Only an exact, line-for-line copy of the data will serve as the answer.

> [Dataset entries]
━━━

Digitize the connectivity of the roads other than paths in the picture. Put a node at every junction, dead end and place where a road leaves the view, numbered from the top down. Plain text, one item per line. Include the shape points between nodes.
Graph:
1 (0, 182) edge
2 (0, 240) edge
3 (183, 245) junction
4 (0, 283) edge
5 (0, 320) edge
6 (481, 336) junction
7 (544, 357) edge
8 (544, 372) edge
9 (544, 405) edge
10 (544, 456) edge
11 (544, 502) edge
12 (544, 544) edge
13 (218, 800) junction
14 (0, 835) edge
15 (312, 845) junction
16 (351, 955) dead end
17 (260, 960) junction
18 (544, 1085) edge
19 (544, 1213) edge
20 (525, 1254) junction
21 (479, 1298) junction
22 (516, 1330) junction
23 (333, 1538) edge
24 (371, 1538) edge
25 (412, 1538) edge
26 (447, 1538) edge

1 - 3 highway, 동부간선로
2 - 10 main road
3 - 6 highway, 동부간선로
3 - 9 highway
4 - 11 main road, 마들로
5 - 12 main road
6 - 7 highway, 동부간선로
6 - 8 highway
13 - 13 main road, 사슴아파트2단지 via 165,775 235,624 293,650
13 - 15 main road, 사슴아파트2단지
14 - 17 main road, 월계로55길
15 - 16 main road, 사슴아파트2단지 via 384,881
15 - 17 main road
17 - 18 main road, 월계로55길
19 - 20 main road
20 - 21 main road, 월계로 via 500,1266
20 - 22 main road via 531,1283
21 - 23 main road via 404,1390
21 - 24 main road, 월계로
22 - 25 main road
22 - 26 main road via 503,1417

━━━

> [Response to this exercise]
Digitize the connectivity of the roads other than paths in the picture. Put a node at every junction, dead end and place where a road leaves the view, numbered from the top down. Plain text, one item per line. Include the shape points between nodes.
Graph:
1 (0, 182) edge
2 (0, 240) edge
3 (183, 245) junction
4 (0, 283) edge
5 (0, 320) edge
6 (481, 336) junction
7 (544, 357) edge
8 (544, 372) edge
9 (544, 405) edge
10 (544, 456) edge
11 (544, 502) edge
12 (544, 544) edge
13 (218, 800) junction
14 (0, 835) edge
15 (312, 845) junction
16 (351, 955) dead end
17 (260, 960) junction
18 (544, 1085) edge
19 (544, 1213) edge
20 (525, 1254) junction
21 (479, 1298) junction
22 (516, 1330) junction
23 (333, 1538) edge
24 (371, 1538) edge
25 (412, 1538) edge
26 (447, 1538) edge

1 - 3 highway, 동부간선로
2 - 10 main road
3 - 6 highway, 동부간선로
3 - 9 highway
4 - 11 main road, 마들로
5 - 12 main road
6 - 7 highway, 동부간선로
6 - 8 highway
13 - 13 main road, 사슴아파트2단지 via 165,775 235,624 293,650
13 - 15 main road, 사슴아파트2단지
14 - 17 main road, 월계로55길
15 - 16 main road, 사슴아파트2단지 via 384,881
15 - 17 main road
17 - 18 main road, 월계로55길
19 - 20 main road
20 - 21 main road, 월계로 via 500,1266
20 - 22 main road via 531,1283
21 - 23 main road via 404,1390
21 - 24 main road, 월계로
22 - 25 main road
22 - 26 main road via 503,1417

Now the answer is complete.